— INSTRUCTIONS TO FOLLOW —
Lines holding the word "dead" must be located in the listing below and copied.

━━━━━ DATA IN THIS EXERCISE ━━━━━

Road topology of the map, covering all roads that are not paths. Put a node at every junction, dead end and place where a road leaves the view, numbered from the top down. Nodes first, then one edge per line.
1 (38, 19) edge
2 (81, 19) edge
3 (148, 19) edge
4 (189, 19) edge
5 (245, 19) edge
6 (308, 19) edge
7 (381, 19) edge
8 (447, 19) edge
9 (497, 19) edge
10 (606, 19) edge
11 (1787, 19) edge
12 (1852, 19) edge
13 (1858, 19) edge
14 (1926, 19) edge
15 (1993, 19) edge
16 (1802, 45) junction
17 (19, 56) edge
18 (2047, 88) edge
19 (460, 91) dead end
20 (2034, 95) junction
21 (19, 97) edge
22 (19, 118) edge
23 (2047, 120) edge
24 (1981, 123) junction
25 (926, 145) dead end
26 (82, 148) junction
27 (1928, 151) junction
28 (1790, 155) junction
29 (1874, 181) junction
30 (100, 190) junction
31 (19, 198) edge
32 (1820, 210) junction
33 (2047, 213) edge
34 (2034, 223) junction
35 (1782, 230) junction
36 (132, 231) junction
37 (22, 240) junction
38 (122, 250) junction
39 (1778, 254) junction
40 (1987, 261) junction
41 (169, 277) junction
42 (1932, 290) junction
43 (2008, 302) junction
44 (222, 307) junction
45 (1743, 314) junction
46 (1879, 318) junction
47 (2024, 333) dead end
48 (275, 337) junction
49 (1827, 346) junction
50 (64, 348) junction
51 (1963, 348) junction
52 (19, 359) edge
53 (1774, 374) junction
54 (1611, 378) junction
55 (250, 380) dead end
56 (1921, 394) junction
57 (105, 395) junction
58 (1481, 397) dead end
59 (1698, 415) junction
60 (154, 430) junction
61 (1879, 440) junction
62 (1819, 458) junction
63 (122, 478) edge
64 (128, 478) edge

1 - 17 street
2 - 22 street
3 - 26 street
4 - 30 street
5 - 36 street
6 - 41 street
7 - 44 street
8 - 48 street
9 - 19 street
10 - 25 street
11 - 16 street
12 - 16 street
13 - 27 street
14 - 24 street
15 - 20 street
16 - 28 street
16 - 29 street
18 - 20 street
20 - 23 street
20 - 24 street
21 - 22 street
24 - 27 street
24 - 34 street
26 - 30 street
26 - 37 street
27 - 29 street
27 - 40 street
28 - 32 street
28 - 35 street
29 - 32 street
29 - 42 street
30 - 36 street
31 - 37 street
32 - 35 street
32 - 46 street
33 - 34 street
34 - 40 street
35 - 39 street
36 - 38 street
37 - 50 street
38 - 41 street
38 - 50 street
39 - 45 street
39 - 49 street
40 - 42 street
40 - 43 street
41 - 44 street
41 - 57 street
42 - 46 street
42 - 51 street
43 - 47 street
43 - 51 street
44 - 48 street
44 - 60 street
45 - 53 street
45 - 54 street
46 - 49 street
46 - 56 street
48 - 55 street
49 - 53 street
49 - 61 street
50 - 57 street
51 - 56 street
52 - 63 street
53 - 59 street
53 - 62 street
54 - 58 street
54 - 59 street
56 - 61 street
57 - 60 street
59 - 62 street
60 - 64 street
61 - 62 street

━━━━━

— EXERCISE OUTPUT —
Road topology of the map, covering all roads that are not paths. Put a node at every junction, dead end and place where a road leaves the view, numbered from the top down. Nodes first, then one edge per line.
19 (460, 91) dead end
25 (926, 145) dead end
47 (2024, 333) dead end
55 (250, 380) dead end
58 (1481, 397) dead end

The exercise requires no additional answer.